- [Task to complete] Transcribe the listing below exactly, without pictures.
Input data START
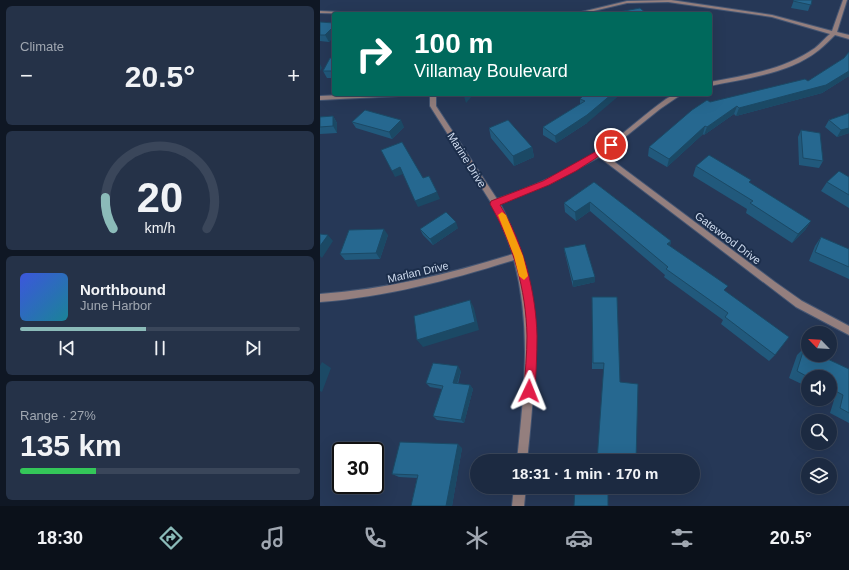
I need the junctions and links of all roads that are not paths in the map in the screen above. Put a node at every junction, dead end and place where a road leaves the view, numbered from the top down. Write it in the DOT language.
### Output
graph roads {
  1 [pos="845,0"];
  2 [pos="320,12"];
  3 [pos="584,12"];
  4 [pos="332,13"];
  5 [pos="834,33"];
  6 [pos="849,37"];
  7 [pos="712,84"];
  8 [pos="360,96"];
  9 [pos="433,96"];
  10 [pos="676,96"];
  11 [pos="320,98"];
  12 [pos="599,154"];
  13 [pos="494,204"];
  14 [pos="518,256"];
  15 [pos="320,298"];
  16 [pos="849,331"];
  17 [pos="523,454"];
  18 [pos="519,494"];
  19 [pos="518,506"];
  1 -- 5 [label="street"];
  2 -- 4 [label="street"];
  3 -- 5 [label="street"];
  5 -- 6 [label="street"];
  5 -- 7 [label="street"];
  8 -- 11 [label="street"];
  9 -- 13 [label="street, Marine Drive"];
  10 -- 12 [label="street"];
  12 -- 13 [label="street"];
  12 -- 16 [label="street, Gatewood Drive"];
  13 -- 14 [label="street, Marine Drive"];
  14 -- 15 [label="street, Marlan Drive"];
  14 -- 17 [label="street, Marine Drive"];
  18 -- 19 [label="street"];
}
Input data END
- [Your response]
I need the junctions and links of all roads that are not paths in the map in the screen above. Put a node at every junction, dead end and place where a road leaves the view, numbered from the top down. Write it in the DOT language.
### Output
graph roads {
  1 [pos="845,0"];
  2 [pos="320,12"];
  3 [pos="584,12"];
  4 [pos="332,13"];
  5 [pos="834,33"];
  6 [pos="849,37"];
  7 [pos="712,84"];
  8 [pos="360,96"];
  9 [pos="433,96"];
  10 [pos="676,96"];
  11 [pos="320,98"];
  12 [pos="599,154"];
  13 [pos="494,204"];
  14 [pos="518,256"];
  15 [pos="320,298"];
  16 [pos="849,331"];
  17 [pos="523,454"];
  18 [pos="519,494"];
  19 [pos="518,506"];
  1 -- 5 [label="street"];
  2 -- 4 [label="street"];
  3 -- 5 [label="street"];
  5 -- 6 [label="street"];
  5 -- 7 [label="street"];
  8 -- 11 [label="street"];
  9 -- 13 [label="street, Marine Drive"];
  10 -- 12 [label="street"];
  12 -- 13 [label="street"];
  12 -- 16 [label="street, Gatewood Drive"];
  13 -- 14 [label="street, Marine Drive"];
  14 -- 15 [label="street, Marlan Drive"];
  14 -- 17 [label="street, Marine Drive"];
  18 -- 19 [label="street"];
}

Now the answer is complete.